§ Exercise goal
Copy, from the data below, each line that has the word "づくりの技術と精神を詰め込んだ".

[Saved data entries]
◆ ◆ ◆ ◆
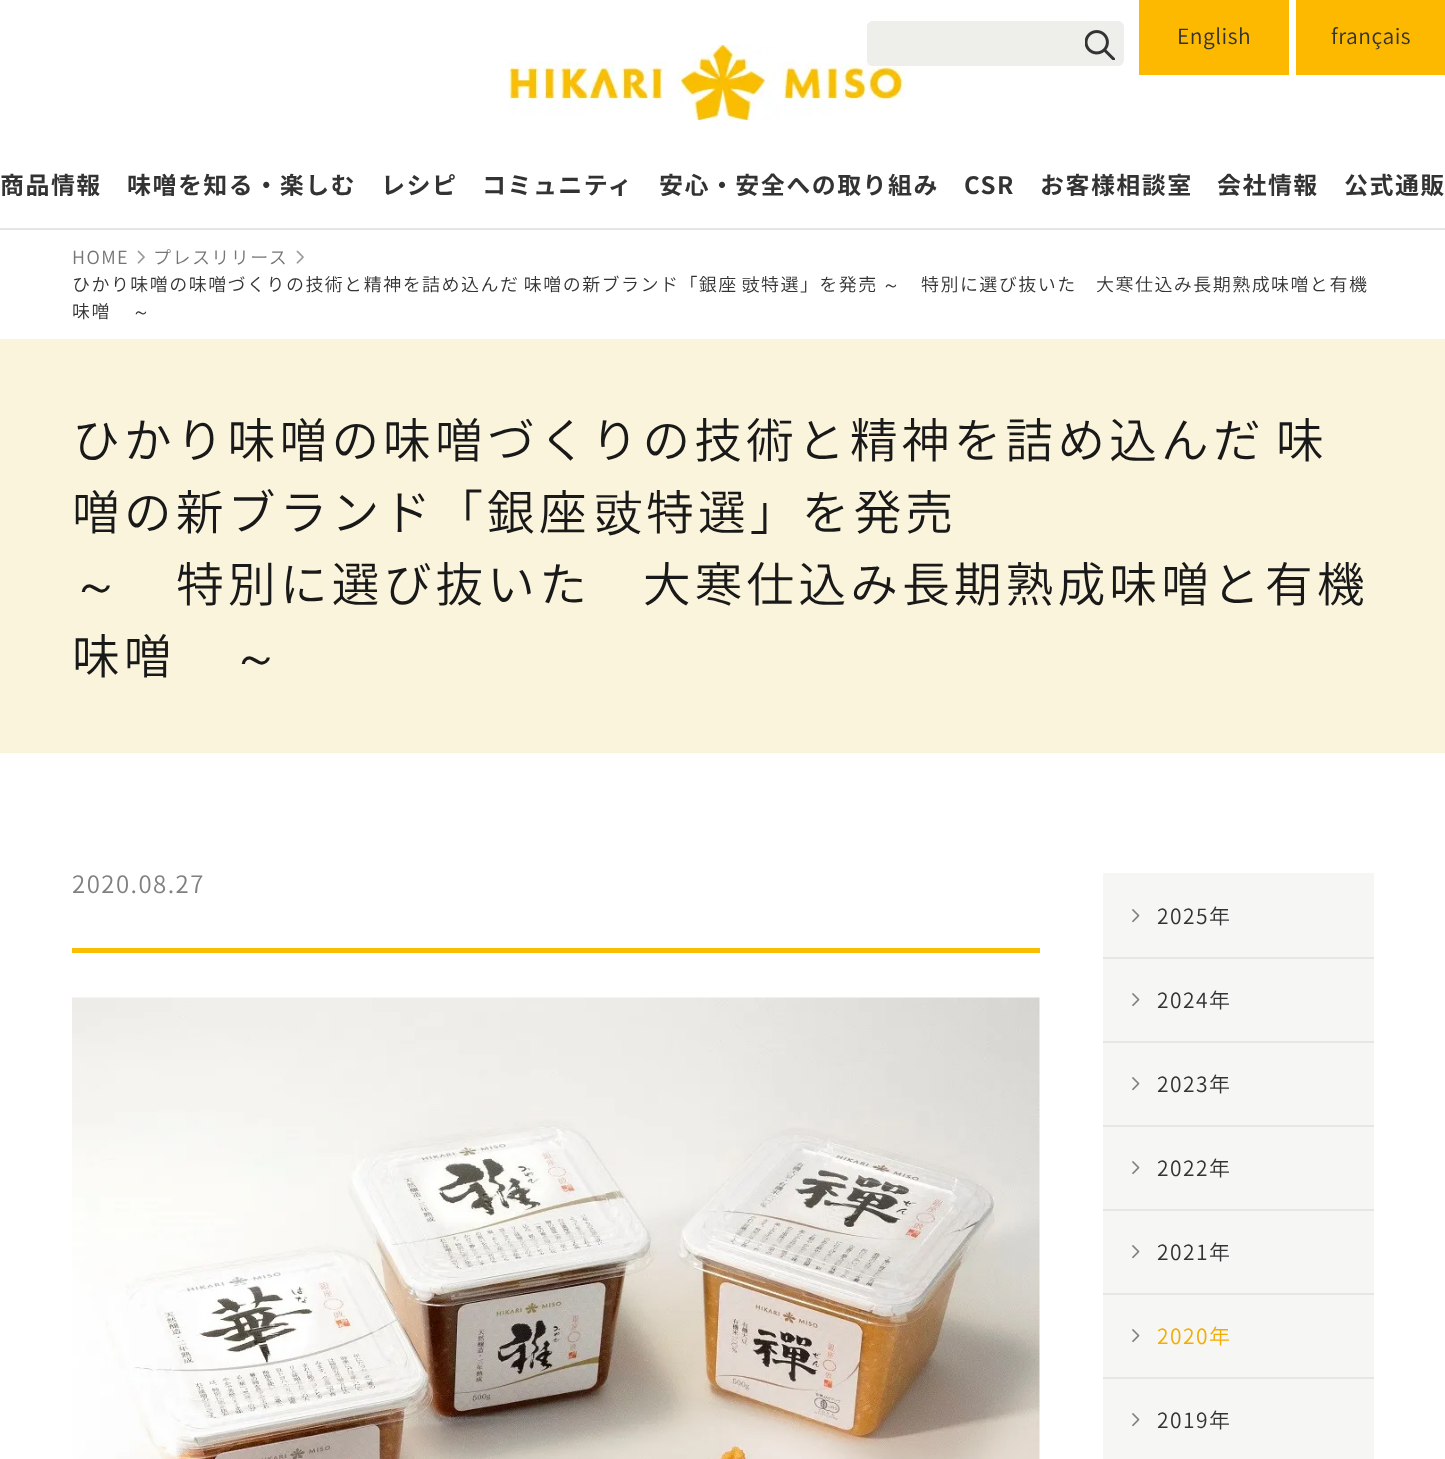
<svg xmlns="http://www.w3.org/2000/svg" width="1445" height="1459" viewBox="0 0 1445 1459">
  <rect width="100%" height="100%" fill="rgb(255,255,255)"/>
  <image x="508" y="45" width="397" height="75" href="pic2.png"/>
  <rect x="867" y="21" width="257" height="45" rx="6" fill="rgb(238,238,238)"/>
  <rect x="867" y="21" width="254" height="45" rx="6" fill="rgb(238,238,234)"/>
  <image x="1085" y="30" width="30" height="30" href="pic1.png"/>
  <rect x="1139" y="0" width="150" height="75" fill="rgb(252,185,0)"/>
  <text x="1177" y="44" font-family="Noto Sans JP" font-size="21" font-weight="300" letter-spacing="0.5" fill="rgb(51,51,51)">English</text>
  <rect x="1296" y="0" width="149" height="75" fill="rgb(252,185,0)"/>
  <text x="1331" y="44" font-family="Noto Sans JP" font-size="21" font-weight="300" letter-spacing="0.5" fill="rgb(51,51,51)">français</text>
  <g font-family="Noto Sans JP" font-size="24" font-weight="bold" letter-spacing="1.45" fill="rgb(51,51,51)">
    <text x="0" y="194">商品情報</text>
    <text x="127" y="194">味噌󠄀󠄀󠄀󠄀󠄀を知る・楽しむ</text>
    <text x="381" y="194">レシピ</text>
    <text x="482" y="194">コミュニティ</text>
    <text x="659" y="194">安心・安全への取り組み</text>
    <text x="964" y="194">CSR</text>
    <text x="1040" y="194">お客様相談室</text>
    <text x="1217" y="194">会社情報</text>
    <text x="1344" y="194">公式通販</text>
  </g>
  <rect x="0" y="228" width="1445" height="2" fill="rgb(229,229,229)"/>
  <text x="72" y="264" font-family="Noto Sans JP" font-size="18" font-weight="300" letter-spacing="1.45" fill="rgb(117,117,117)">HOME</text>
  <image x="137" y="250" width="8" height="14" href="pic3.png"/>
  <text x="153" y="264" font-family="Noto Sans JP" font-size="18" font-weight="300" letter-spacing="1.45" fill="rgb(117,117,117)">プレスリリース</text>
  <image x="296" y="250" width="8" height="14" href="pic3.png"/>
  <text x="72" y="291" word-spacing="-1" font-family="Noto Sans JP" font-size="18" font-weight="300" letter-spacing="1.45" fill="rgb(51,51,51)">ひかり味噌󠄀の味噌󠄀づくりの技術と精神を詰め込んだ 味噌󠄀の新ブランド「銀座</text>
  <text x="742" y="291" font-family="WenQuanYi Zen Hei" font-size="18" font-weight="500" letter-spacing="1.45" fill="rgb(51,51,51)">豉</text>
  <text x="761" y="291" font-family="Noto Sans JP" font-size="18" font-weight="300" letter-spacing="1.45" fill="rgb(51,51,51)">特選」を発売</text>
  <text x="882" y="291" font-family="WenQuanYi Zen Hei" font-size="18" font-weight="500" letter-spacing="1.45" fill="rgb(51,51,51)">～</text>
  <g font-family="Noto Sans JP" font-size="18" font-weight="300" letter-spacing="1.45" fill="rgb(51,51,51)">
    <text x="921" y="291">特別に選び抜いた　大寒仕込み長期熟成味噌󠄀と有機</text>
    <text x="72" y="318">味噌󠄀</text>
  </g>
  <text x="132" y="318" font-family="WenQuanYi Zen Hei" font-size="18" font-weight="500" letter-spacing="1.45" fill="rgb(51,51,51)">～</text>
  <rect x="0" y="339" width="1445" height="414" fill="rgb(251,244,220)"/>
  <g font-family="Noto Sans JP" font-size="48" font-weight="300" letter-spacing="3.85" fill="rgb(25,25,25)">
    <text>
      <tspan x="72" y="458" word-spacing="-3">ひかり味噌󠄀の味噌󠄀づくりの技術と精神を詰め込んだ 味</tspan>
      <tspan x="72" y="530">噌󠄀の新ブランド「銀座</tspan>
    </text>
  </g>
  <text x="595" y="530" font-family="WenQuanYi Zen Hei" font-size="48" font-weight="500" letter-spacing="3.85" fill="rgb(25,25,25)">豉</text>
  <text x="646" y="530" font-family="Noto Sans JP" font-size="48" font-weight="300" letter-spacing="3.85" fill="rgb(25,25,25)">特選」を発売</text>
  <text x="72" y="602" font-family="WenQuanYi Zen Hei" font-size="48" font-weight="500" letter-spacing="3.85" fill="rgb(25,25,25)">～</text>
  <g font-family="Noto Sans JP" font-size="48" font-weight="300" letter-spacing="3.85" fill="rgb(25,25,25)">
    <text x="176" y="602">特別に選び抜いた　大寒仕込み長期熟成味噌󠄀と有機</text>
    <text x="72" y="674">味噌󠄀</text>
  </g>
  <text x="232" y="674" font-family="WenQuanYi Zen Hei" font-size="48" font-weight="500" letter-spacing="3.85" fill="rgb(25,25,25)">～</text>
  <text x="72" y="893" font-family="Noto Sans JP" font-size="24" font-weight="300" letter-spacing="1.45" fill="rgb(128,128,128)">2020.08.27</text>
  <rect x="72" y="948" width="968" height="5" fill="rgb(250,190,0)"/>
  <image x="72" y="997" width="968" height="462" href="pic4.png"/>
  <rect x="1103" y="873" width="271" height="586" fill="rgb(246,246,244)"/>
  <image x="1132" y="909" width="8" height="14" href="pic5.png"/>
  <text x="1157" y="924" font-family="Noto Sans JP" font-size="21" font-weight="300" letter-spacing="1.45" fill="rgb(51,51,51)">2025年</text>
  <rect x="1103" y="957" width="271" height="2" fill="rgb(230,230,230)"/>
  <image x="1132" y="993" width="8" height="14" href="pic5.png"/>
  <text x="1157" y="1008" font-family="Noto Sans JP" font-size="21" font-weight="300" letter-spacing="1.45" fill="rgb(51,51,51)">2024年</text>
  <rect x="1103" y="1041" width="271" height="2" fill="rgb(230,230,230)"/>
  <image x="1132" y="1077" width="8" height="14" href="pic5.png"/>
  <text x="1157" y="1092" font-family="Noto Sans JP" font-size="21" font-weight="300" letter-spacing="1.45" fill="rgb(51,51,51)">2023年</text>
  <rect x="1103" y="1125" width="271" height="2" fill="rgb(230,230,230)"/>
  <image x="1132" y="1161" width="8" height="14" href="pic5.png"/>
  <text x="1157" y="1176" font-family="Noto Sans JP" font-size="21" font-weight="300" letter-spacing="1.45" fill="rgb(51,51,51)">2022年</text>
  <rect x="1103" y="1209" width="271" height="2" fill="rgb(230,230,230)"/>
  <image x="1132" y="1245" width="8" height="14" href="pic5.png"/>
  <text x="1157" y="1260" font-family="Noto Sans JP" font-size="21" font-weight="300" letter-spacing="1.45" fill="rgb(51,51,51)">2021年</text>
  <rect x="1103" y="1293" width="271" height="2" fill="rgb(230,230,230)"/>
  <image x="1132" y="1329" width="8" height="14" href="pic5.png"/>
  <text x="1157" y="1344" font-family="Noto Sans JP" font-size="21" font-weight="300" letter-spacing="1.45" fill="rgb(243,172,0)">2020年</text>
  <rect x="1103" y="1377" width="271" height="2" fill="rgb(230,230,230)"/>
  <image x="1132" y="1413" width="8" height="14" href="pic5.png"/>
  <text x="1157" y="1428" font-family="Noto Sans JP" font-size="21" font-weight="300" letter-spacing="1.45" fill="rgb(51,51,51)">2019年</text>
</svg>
◆ ◆ ◆ ◆
§ Answer box
  <text x="72" y="291" word-spacing="-1" font-family="Noto Sans JP" font-size="18" font-weight="300" letter-spacing="1.45" fill="rgb(51,51,51)">ひかり味噌󠄀の味噌󠄀づくりの技術と精神を詰め込んだ 味噌󠄀の新ブランド「銀座</text>
      <tspan x="72" y="458" word-spacing="-3">ひかり味噌󠄀の味噌󠄀づくりの技術と精神を詰め込んだ 味</tspan>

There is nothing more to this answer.